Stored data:
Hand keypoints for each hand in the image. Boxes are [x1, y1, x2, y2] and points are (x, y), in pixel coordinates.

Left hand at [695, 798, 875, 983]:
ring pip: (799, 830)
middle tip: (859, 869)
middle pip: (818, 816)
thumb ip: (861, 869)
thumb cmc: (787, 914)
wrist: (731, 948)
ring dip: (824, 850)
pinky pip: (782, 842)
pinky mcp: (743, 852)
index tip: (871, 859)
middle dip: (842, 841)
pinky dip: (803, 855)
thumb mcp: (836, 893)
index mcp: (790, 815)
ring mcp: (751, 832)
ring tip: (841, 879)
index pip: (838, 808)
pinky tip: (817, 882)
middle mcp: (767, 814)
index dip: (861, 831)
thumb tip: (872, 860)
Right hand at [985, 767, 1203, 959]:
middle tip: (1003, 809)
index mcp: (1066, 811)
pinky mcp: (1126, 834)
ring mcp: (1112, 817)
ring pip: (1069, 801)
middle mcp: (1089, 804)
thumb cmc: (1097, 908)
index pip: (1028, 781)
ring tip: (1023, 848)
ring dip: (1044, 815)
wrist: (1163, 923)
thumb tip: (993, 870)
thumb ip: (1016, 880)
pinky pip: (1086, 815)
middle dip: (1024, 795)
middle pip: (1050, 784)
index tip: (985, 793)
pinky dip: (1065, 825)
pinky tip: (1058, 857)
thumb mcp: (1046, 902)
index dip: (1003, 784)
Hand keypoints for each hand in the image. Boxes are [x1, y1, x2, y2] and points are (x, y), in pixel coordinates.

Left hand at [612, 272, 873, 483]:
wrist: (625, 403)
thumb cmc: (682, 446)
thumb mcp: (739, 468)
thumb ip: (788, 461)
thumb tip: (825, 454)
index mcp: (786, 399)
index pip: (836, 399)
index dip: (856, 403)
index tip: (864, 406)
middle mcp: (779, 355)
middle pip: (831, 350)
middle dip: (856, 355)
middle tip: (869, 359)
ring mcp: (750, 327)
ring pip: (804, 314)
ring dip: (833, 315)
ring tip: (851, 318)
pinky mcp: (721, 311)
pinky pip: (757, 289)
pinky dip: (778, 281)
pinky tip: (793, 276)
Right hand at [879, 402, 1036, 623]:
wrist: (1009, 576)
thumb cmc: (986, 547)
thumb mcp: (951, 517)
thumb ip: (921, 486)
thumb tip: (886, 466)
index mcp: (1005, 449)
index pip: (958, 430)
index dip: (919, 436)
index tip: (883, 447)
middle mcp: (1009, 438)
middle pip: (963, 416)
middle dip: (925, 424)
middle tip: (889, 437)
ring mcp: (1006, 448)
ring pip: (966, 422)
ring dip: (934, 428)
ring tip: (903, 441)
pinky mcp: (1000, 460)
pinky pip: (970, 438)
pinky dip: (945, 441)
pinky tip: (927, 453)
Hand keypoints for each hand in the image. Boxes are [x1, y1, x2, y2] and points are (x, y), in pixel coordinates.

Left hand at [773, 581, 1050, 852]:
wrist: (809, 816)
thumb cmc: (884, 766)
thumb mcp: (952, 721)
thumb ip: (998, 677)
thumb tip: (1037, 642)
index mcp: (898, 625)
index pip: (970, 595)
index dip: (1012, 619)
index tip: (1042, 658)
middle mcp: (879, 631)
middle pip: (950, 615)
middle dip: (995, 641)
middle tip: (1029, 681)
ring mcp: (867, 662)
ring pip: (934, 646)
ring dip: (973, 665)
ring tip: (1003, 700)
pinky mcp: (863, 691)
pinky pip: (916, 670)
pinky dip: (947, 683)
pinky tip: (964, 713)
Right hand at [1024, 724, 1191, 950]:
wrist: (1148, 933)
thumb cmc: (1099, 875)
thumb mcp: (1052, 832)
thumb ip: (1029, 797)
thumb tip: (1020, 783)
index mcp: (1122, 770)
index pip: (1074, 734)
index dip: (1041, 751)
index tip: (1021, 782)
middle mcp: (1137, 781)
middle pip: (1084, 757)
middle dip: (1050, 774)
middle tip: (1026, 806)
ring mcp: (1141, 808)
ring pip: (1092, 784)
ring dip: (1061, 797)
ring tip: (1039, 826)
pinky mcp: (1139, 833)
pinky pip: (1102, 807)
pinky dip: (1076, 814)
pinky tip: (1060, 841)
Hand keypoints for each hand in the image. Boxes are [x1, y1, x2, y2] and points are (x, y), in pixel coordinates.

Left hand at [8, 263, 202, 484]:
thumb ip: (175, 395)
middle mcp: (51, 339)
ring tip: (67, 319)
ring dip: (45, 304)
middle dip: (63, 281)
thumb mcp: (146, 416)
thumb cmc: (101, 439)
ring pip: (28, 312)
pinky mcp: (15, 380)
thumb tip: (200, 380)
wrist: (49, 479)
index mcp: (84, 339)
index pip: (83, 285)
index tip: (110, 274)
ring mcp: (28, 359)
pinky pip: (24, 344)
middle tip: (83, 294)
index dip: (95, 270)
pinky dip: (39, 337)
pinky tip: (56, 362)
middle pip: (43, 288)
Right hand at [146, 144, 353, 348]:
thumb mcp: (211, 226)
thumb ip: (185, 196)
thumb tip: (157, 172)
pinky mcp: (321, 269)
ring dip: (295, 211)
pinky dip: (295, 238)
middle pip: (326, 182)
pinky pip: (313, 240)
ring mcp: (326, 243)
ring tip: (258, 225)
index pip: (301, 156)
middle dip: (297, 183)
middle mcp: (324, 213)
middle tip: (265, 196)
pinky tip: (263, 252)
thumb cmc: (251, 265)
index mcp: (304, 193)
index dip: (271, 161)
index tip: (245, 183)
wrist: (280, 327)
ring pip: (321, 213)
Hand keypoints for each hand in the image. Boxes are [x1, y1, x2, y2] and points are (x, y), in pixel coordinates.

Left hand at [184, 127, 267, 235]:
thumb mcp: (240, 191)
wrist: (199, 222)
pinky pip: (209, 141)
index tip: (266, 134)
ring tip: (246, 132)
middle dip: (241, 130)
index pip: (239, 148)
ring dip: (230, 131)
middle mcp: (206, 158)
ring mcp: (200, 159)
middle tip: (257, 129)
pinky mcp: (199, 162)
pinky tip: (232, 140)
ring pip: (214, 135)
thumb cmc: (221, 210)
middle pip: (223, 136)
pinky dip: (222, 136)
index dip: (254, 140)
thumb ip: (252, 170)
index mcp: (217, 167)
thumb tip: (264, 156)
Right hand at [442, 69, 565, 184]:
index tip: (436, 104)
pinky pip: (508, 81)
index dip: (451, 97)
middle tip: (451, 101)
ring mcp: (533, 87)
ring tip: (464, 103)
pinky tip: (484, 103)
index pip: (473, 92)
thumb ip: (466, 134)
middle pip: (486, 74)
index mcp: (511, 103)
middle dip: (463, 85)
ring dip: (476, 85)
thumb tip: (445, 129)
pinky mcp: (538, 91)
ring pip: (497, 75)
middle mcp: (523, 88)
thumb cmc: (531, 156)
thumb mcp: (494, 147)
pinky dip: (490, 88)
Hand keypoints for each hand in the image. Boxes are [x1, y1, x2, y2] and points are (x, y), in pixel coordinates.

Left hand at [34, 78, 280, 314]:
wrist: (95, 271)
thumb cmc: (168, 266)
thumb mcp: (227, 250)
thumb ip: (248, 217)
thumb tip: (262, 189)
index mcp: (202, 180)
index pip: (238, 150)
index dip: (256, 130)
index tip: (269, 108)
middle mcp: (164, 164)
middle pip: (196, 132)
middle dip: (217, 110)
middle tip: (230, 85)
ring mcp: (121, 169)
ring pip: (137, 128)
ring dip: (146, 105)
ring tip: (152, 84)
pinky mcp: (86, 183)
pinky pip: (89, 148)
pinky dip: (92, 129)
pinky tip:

— TO DO —
Using the data above, reproduce exactly the lines between those holding "pinky mcp: (743, 852)" and "index dip: (856, 403)", inclusive, and no others.

— RESULT OF THE EXERCISE —
pinky mcp: (743, 852)
index tip: (871, 859)
middle dip: (842, 841)
pinky dip: (803, 855)
thumb mcp: (836, 893)
index mcp: (790, 815)
ring mcp: (751, 832)
ring tip: (841, 879)
index pip: (838, 808)
pinky tip: (817, 882)
middle mcp: (767, 814)
index dip: (861, 831)
thumb tip: (872, 860)
Right hand at [985, 767, 1203, 959]:
middle tip: (1003, 809)
index mcp: (1066, 811)
pinky mcp: (1126, 834)
ring mcp: (1112, 817)
ring pip: (1069, 801)
middle mcp: (1089, 804)
thumb cmc: (1097, 908)
index pip: (1028, 781)
ring tip: (1023, 848)
ring dip: (1044, 815)
wrist: (1163, 923)
thumb tip: (993, 870)
thumb ip: (1016, 880)
pinky pip: (1086, 815)
middle dip: (1024, 795)
middle pip: (1050, 784)
index tip: (985, 793)
pinky dip: (1065, 825)
pinky tip: (1058, 857)
thumb mcp: (1046, 902)
index dip: (1003, 784)
Hand keypoints for each hand in the image. Boxes are [x1, y1, x2, y2] and points are (x, y), in pixel coordinates.

Left hand at [612, 272, 873, 483]:
wrist: (625, 403)
thumb cmc: (682, 446)
thumb mcp: (739, 468)
thumb ip: (788, 461)
thumb tip: (825, 454)
index mcp: (786, 399)
index pip: (836, 399)
index dip: (856, 403)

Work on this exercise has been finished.